Come into a gentle downward facing down, peddling out the feet, bending the knees and pressing the chest toward the thighs, maybe twisting the knees to either side of your torso.  Walk your feet up to your hands and then hang in a "rag doll" forward bend, knees bent, hands on opposite bent elbows with the torso hanging toward your feet.      

Slowly roll up the back, allowing the head to come up last.  Stand in Tadasana (mountain pose) with the eyes closed for a few breaths to re-center yourself.  Slowly open the eyes on an inhale, lifting your heart and gaze towards the ceiling and draw the arms back behind the ears.
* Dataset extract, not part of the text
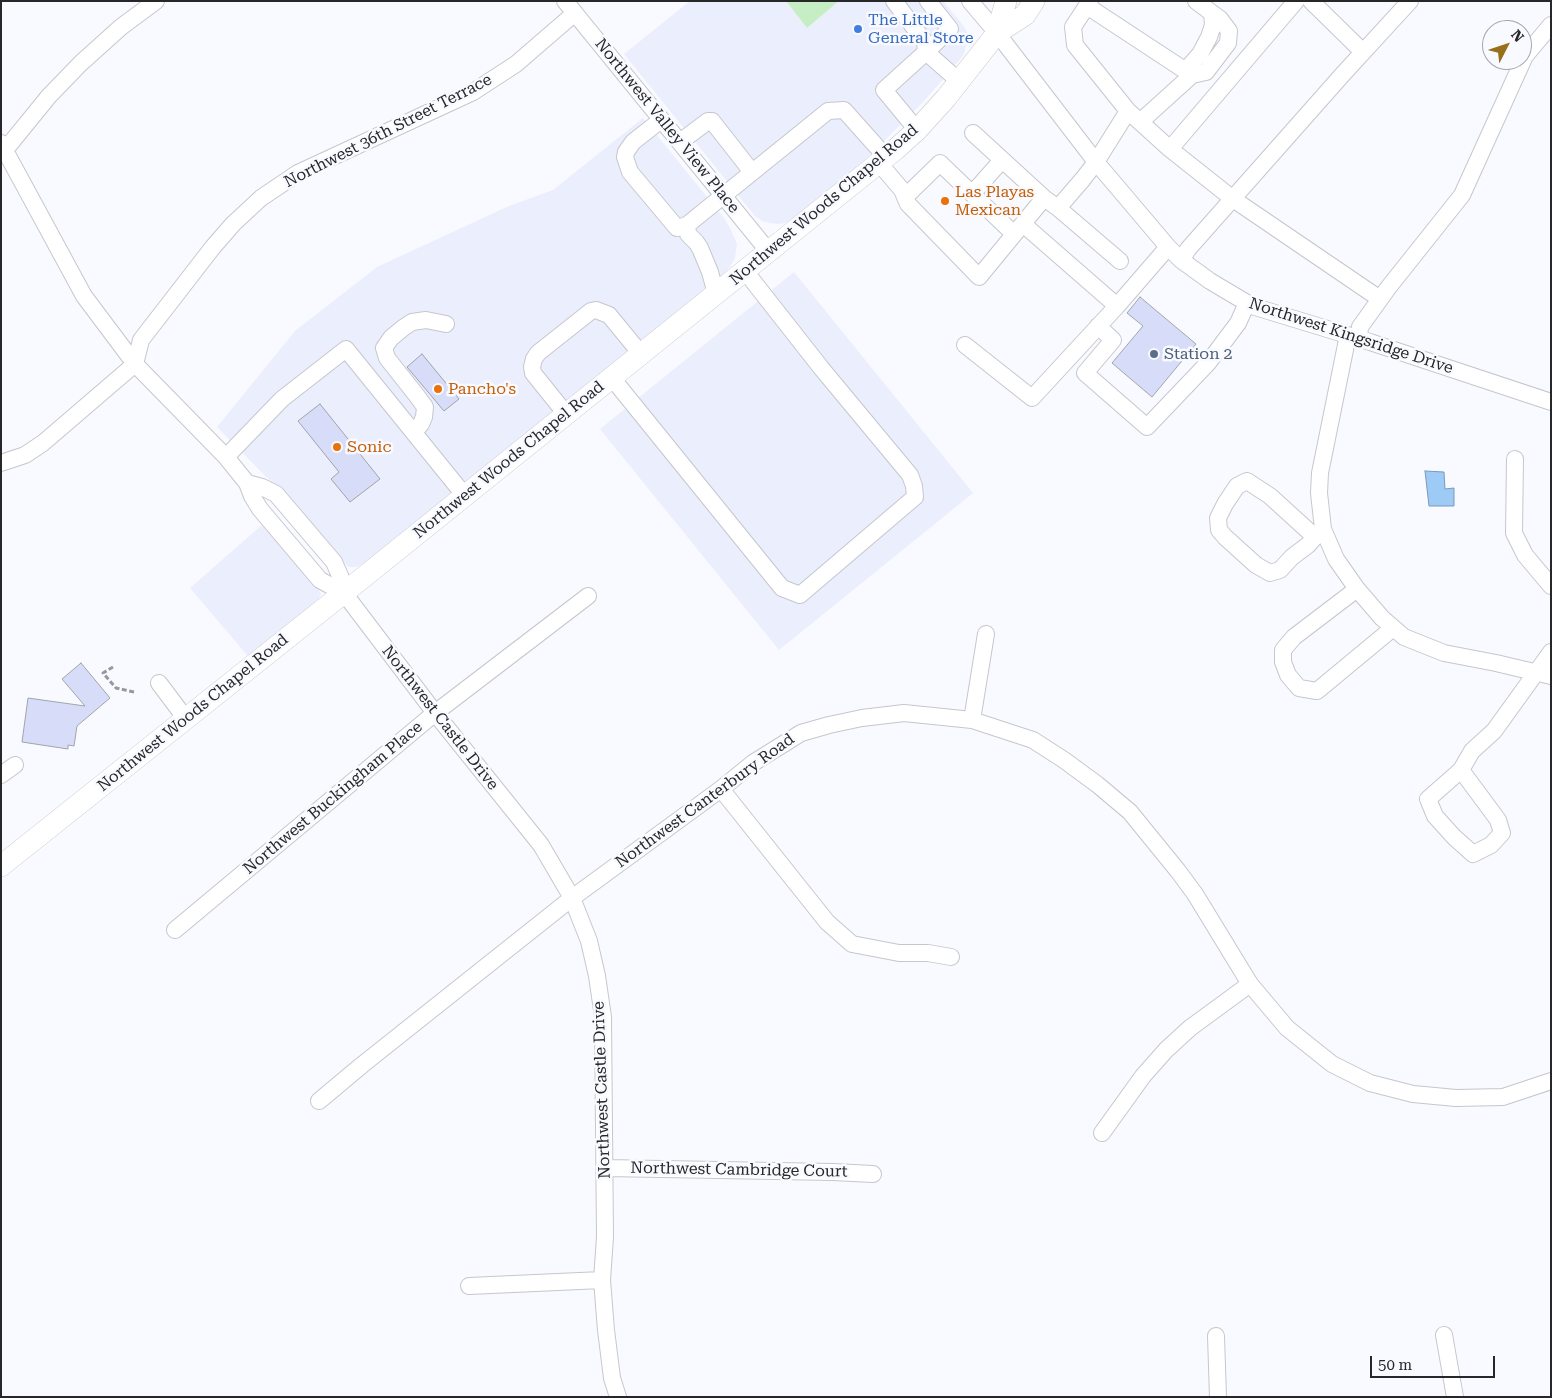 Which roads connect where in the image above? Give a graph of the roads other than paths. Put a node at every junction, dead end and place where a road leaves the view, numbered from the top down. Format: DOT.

Next move through several rounds of Surya Namaskar C focusing on connecting each movement with a single breath.  Go as slowly as you feel your body needs in order to fully realize the potential opening of the postures.  Make sure you do both sides equally, and see if you can go a little deeper with each round, further opening the hips, the chest and the back.  Try to keep the face and shoulders relaxed and enjoy the slow rise of energy as you continue through this moving meditation.  Feel free to modify and add variations if you know them..maybe taking a few down dog splits, or adding in a couple strengthening Chaturangas.  I like to challenge myself by doing a few rounds with the back knee down and then finishing with the back knee lifted.
Surya Namaskar C

After you have finished, come back to Tadasana, close the eyes and breath deeply while enjoying the new feeling of warmth rushing through your body.  Finish off with a few reclined poses to calm your senses and guide you toward a restful sleep.  Lie down on your back and take a gentle bridge pose.  Keep in mind that back bends are very stimulating, though, so you may want to take it easy if its almost bedtime.  Bring the knees into the chest, squeezing the legs in to further press the air out as you exhale.  Take a gentle supine twist, a happy baby pose and then an inversion of your choice.  Again, headstands are a little more stimulating so shoulderstand is usually better in the evening.  If you are new to inversions, try scooting your hips toward the wall and then swinging your legs up while you lie back on the floor.  Place a pillow under your hips for a little elevation and maybe one under your head for comfort.  Finish off with Supta Baddha Konasana by lying back, bending the knees and placing the soles of the feet together.  If your hips are still feeling tight, place supports such as yoga blocks or blankets (even a large book would work) under your knees.  Stay for a few minutes and then rest in Savasana.

I know this seems like a lot of information, but it is actually a really simple sequence that can be as long or short as you desire.  Moving slowly in the evening will help center and calm you, but picking up the pace a bit in the morning will give you that energy boost you need to face the chilly morning air.  We have to more months till Spring...it seems like a lifetime.  But maybe instead of dreading every day and avoiding life, you can use the time indoors to develop your daily practice.  Like I said, start slowly....overwhelming yourself at first will cause you to burn out, but building up your practice a little at a time will likely build a desire to keep moving forward.